Deidecker felt himself bristle with that challenge from this old man. True enough, Hook was thin and sinewy still with all his miles and all his rings. But Nate felt certain he could answer the call of anything physical the old scout could hand out. “I figure I can travel well enough as the next man on an empty stomach, Mr. Hook.”
But with the way the old man gazed at him from the doorway, backlit with gray light seeping like alluvial mud off the high places in the Big Horns, Deidecker suddenly felt a little unsure of himself, with this man, in this place. Getting ready to push off into that immense unknown.
Of that moment a little bragging on his own manly qualities seemed antidote enough to help allay some of Deidecker’s apprehension. “And besides, Lord knows, Mr. Hook—I’ve done my share of drinking on an empty stomach as well.”
The old scout snorted with a single wag of his iron-flecked head. “Only two things I’ve found a man can do on an empty stomach, Mr. Deidecker. And drinking’s sure as hell not one of ’em.”
Deidecker sensed the seizure of even more uncertainty in that next long and painful moment as his thoughts whirled. “What, then?”
Hook came two steps back toward the newspaperman, with his free hand dragging off the top of the lard container beside the seasoned cast-iron skillet. “Only two things a man can do on a empty stomach?”
He plunged one of Gritta’s wooden spoons into the lard and plopped a gray curl down into the gut of the skillet. Only then did his eyes narrow on Deidecker.
“Make love to a woman … and kill a man.”
1
HE ROLLED AWAY from his attackers and vaulted onto his feet, crouching warily as he brushed the talclike powdery dirt from his eyes and mouth. He did not like the taste of it. But even more, he hated the taste of his own blood.
“Your lip, it is bleeding,” sneered one of the older boys.
Another one of his attackers nodded as the group inched toward him, saying, “Would you like to give up now and see to the cut for yourself?”
With a shake of his head, the youngster prepared for these older boys to lunge for him again.
Long ago Jeremiah Hook had learned not to take any of what the other boys dished out. They took pleasure in tormenting him because he was white. Both Jeremiah and his younger brother Zeke.
As the biggest brown-skinned youth suddenly rushed him, lowering his head like a bull on the charge, Jeremiah slid aside, whirling to snag the boy’s head under an arm. As much as the older youth tried to free himself, Jeremiah had that big boy secured in a headlock and began pummeling the sweaty, screwged face with blows from his small fist.
“Arrrghghg!” Coal Bear growled until Jeremiah clamped all the tighter, cutting off the youth’s protest.
Unable to catch his breath, much less speak, Coal Bear hammered Jeremiah with a fist, connecting again and again above the back of the white youth’s hip, right over the kidney.
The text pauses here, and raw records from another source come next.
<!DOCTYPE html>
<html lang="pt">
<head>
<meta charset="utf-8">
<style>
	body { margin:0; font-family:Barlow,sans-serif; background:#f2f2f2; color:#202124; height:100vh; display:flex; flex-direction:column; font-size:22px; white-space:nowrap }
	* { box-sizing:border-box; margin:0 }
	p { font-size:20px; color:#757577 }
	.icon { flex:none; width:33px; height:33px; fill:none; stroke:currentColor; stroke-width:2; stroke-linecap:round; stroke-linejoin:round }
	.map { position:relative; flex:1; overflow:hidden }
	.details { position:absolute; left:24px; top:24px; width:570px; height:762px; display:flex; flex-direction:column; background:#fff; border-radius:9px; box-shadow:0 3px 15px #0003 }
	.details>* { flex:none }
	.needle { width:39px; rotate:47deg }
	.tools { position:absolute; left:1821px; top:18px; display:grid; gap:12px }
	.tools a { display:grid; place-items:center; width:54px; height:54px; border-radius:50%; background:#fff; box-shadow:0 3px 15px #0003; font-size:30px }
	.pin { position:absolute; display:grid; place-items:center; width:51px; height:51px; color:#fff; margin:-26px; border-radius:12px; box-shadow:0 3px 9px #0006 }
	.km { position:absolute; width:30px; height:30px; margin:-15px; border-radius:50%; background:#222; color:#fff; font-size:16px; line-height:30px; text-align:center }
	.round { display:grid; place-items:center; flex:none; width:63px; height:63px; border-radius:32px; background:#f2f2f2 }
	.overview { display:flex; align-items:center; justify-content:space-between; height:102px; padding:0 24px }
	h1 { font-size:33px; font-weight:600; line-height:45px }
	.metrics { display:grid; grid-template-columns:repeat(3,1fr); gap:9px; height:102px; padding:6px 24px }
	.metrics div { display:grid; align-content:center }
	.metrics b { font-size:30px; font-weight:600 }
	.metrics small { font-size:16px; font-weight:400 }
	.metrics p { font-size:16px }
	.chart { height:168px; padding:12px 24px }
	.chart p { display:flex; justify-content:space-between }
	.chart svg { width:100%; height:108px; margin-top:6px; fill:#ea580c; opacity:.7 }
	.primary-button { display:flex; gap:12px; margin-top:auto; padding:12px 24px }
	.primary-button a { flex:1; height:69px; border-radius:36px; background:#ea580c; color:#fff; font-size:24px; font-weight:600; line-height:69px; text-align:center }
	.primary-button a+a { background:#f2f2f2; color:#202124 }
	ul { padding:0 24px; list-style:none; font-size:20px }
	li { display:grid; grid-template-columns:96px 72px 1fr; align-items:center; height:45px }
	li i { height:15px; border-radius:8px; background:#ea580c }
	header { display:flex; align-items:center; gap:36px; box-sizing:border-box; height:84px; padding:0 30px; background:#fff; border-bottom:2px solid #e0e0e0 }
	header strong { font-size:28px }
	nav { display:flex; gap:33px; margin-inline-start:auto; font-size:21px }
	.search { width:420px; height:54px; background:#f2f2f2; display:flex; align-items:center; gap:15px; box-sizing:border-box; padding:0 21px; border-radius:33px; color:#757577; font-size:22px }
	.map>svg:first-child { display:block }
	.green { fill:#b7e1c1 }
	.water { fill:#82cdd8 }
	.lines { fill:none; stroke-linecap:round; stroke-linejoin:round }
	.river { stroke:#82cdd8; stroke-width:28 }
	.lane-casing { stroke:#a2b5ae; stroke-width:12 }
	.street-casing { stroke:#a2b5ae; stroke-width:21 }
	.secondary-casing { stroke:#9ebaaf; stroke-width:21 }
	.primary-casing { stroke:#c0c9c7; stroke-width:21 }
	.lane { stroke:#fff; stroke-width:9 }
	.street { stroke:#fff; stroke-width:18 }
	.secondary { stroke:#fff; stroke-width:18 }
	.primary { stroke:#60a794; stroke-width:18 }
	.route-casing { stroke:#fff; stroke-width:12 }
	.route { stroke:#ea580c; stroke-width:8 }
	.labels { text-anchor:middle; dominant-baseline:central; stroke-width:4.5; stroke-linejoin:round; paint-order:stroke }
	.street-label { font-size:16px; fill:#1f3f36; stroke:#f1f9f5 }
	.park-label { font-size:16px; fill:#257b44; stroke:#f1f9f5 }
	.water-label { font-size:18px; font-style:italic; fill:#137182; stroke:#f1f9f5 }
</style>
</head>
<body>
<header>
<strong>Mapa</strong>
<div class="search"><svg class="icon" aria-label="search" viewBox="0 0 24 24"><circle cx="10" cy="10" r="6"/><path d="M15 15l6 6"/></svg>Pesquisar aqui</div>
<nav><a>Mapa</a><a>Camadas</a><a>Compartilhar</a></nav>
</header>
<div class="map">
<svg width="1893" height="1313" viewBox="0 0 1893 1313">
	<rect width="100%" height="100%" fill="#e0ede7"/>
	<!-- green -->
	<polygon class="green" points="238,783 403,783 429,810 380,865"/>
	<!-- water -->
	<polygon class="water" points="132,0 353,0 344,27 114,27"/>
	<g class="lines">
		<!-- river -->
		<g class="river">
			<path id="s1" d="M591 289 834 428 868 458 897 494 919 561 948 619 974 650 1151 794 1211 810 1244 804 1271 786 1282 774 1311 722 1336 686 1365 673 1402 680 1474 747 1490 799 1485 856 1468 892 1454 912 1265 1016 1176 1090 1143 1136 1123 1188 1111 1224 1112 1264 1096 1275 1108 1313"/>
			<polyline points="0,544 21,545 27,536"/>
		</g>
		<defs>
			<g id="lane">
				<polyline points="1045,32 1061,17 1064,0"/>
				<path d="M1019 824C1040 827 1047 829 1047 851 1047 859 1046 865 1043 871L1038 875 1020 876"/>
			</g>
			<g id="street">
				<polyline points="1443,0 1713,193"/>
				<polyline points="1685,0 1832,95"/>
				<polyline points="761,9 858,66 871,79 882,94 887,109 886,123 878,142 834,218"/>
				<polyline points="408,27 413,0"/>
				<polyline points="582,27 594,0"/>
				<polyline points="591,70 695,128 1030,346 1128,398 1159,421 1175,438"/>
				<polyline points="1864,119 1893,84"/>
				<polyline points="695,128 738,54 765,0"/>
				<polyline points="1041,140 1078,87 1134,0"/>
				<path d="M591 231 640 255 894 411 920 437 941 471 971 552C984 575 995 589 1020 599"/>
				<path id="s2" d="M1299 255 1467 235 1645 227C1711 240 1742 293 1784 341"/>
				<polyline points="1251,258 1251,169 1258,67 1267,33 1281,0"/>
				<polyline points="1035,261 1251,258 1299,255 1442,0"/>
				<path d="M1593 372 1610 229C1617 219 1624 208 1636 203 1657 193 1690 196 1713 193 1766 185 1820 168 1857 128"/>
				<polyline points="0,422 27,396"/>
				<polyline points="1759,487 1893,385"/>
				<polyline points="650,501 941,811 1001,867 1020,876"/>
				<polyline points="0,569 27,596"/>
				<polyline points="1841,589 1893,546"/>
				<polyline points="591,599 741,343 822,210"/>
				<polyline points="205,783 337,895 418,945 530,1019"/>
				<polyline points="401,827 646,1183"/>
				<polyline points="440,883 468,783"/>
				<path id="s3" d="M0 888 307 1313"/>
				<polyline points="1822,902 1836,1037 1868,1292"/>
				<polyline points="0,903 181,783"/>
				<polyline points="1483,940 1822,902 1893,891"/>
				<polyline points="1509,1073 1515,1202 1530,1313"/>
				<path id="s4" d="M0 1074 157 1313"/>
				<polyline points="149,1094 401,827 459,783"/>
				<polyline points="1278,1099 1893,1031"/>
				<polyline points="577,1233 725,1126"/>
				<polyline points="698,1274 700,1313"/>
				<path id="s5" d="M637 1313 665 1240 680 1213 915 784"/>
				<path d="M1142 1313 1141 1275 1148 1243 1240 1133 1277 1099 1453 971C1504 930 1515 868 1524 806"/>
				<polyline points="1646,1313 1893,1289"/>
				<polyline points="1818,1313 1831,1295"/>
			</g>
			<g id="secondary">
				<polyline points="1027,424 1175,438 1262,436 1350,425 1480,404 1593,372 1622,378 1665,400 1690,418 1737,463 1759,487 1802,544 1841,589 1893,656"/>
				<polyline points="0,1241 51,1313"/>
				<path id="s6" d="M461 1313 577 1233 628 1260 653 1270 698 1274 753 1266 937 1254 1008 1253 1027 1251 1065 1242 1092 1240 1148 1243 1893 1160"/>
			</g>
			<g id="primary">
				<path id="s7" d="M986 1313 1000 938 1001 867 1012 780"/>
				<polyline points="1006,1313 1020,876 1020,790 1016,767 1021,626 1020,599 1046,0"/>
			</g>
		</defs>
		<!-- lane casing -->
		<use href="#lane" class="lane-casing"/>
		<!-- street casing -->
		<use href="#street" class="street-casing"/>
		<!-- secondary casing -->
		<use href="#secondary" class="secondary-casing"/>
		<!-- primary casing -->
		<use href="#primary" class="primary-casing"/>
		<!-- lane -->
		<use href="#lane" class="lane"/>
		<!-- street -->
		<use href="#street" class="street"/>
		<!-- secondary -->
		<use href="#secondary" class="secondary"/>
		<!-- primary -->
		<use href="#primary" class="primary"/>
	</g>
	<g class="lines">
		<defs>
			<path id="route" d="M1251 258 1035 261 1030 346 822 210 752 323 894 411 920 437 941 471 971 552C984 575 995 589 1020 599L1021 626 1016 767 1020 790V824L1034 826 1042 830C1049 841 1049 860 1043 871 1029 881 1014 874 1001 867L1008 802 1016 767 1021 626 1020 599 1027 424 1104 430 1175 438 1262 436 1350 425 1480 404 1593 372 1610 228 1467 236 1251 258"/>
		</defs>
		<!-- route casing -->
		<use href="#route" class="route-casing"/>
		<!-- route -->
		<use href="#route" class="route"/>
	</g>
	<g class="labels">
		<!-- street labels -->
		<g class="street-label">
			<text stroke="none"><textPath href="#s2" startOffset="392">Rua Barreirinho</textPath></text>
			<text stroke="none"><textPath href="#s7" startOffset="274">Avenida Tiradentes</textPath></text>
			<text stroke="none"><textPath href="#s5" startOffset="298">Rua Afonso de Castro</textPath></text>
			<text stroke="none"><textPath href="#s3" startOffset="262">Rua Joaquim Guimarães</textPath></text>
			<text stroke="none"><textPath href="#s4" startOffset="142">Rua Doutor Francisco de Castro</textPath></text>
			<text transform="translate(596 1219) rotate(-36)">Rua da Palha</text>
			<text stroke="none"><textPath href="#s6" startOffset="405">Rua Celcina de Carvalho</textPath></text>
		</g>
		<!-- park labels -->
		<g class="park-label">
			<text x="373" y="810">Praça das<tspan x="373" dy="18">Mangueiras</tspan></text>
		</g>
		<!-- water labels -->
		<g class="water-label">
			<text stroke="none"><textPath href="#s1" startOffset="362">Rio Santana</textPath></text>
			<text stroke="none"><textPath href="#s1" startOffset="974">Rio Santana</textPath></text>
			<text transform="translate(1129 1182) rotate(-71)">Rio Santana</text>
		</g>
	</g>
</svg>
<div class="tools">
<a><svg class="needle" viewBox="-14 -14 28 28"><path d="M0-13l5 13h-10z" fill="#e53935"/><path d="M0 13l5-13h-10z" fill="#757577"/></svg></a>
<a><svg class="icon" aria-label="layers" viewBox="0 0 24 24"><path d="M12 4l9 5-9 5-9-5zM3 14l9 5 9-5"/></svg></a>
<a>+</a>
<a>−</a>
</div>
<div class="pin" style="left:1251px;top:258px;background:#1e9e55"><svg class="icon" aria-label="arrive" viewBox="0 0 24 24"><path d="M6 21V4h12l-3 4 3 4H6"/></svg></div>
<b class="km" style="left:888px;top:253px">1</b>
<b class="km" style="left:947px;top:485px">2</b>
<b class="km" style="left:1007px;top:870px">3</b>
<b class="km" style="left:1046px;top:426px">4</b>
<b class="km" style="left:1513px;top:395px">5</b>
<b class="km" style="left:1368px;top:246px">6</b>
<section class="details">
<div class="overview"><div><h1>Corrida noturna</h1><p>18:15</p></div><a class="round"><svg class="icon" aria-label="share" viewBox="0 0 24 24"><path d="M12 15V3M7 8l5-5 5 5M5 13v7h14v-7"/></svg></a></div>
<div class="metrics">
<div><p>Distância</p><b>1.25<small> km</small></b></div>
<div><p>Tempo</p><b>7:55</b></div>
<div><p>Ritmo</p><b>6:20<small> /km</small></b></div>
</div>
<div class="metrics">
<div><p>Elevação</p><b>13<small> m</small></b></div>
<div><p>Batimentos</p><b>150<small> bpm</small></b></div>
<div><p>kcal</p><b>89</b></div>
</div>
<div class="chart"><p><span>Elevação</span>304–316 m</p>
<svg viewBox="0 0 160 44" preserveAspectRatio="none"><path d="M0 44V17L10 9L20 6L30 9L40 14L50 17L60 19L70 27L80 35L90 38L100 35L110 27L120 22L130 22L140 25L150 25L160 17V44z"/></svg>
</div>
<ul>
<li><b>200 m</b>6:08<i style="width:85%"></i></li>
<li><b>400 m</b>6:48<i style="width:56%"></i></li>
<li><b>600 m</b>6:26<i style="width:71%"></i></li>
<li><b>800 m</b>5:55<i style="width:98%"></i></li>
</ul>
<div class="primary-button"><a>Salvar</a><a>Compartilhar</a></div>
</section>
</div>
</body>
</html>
Jeremiah crumpled, spinning to his knees in pain, dazed, as the big youth and his friend, Snake Brother, drove the white boy to the ground.
“Brother!”
Through the stirring dust and sweat stinging his eyes, Jeremiah watched his younger brother come flying in a leap, sailing out of nowhere beyond the edge of the lodge circle. Zeke hurled himself on the back of the biggest of Jeremiah’s tormentors. There he clung like a blood-swollen tick to an old bull, his arms clamped in front of the boy’s throat.
“Get this little gnat off me!” Coal Bear hollered raspily, as loudly as he could, the words strangling in his throat. Around and around he lumbered into a spin, trying to throw off his troublesome attacker.
“Get up, brother!” Zeke yelled as the whirling drew closer to Jeremiah.
“What goes on here?”
At the sound of that particular voice, both Coal Bear and Snake Brother came to a dead stop. Both started to talk at once, but the tall war chief raised his hand and shook it at them, signaling for their silence.